Unless I am totally misunderstanding (possible given my initial confusion in my comment) your class works fine.

What isn't fine is the way you test it, because you create nodes in a for loop, but don't store any of them anywhere other than in the .Next or .Prev of another node in the list.

The head node is the only one you keep a copy of in your workspace. So when you remove that from the list it becomes detached and the rest of the list will still exist correctly in memory, but you just lost any access to it because the only node you stored as a variable is the head, which is no longer part of the list.

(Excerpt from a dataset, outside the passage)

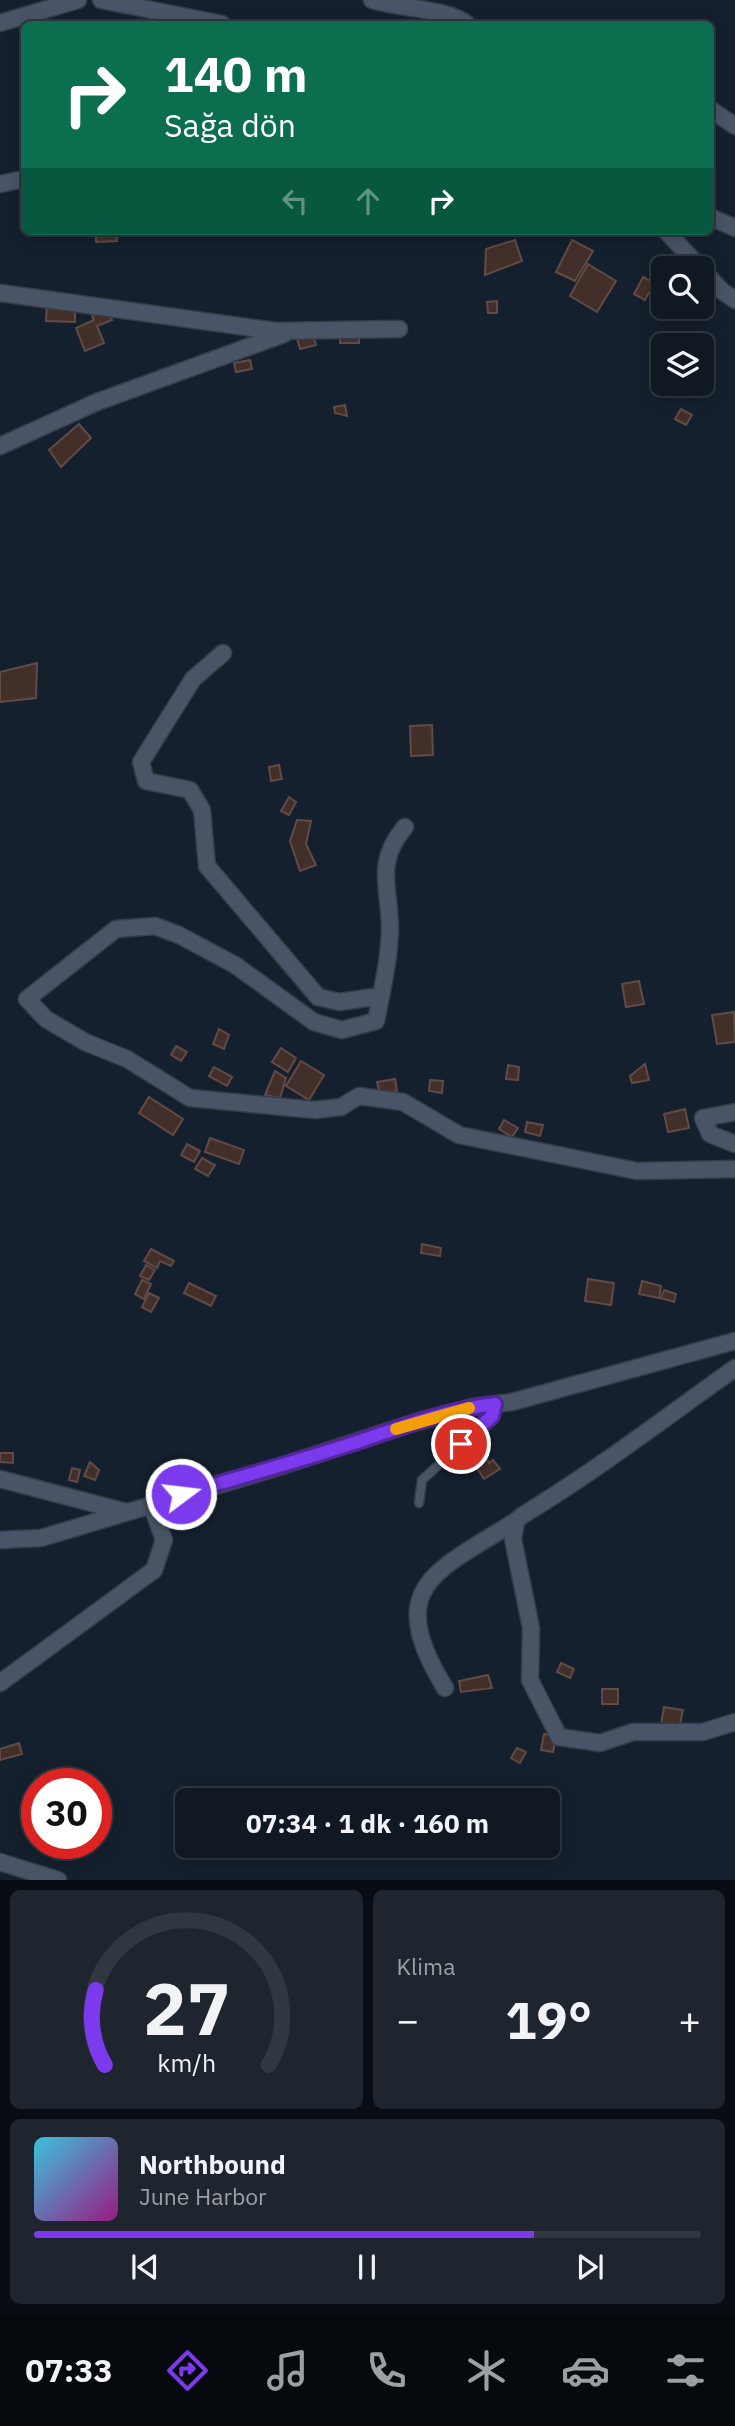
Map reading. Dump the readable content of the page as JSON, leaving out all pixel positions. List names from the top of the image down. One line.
{"page":{"turn":["140 m","Sağa dön"],"limit":"30","trip":"07:34 · 1 dk · 160 m","tile":"Klima","heat":["−","19°","+"],"song":["Northbound","June Harbor"],"tabs":"07:33","gauge":["27","km/h"]}}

The following code works fine to test:

>> n1 = dlnode(1);
>> n2 = dlnode(2);
>> n3 = dlnode(3);
>> 
>> n2.insertAfter( n1 )
>> n3.insertAfter( n2 )
>> removeNode( n1 )
>> 
>> n1
n1 = 
  dlnode with properties:
    Data: 1
    Next: [0×0 dlnode]
    Prev: [0×0 dlnode]
>> n2.Next
ans = 
  dlnode with properties:
    Data: 3
    Next: [1×1 dlnode]
    Prev: [1×1 dlnode]
>> n2.Prev
ans = 
  dlnode with properties:
    Data: 3
    Next: [1×1 dlnode]
    Prev: [1×1 dlnode]
>> n3.Next
ans = 
  dlnode with properties:
    Data: 2
    Next: [1×1 dlnode]
    Prev: [1×1 dlnode]
>> n3.Prev
ans = 
  dlnode with properties:
    Data: 2
    Next: [1×1 dlnode]
    Prev: [1×1 dlnode]
    

Here you see that n1 (which was what you might call the 'head') is now a detached node, but n2 and n3 are still connected in a circular fashion to each other. The only difference from your code is that I keep references to those nodes as variables so that I could still access them when I removed n1 from the list.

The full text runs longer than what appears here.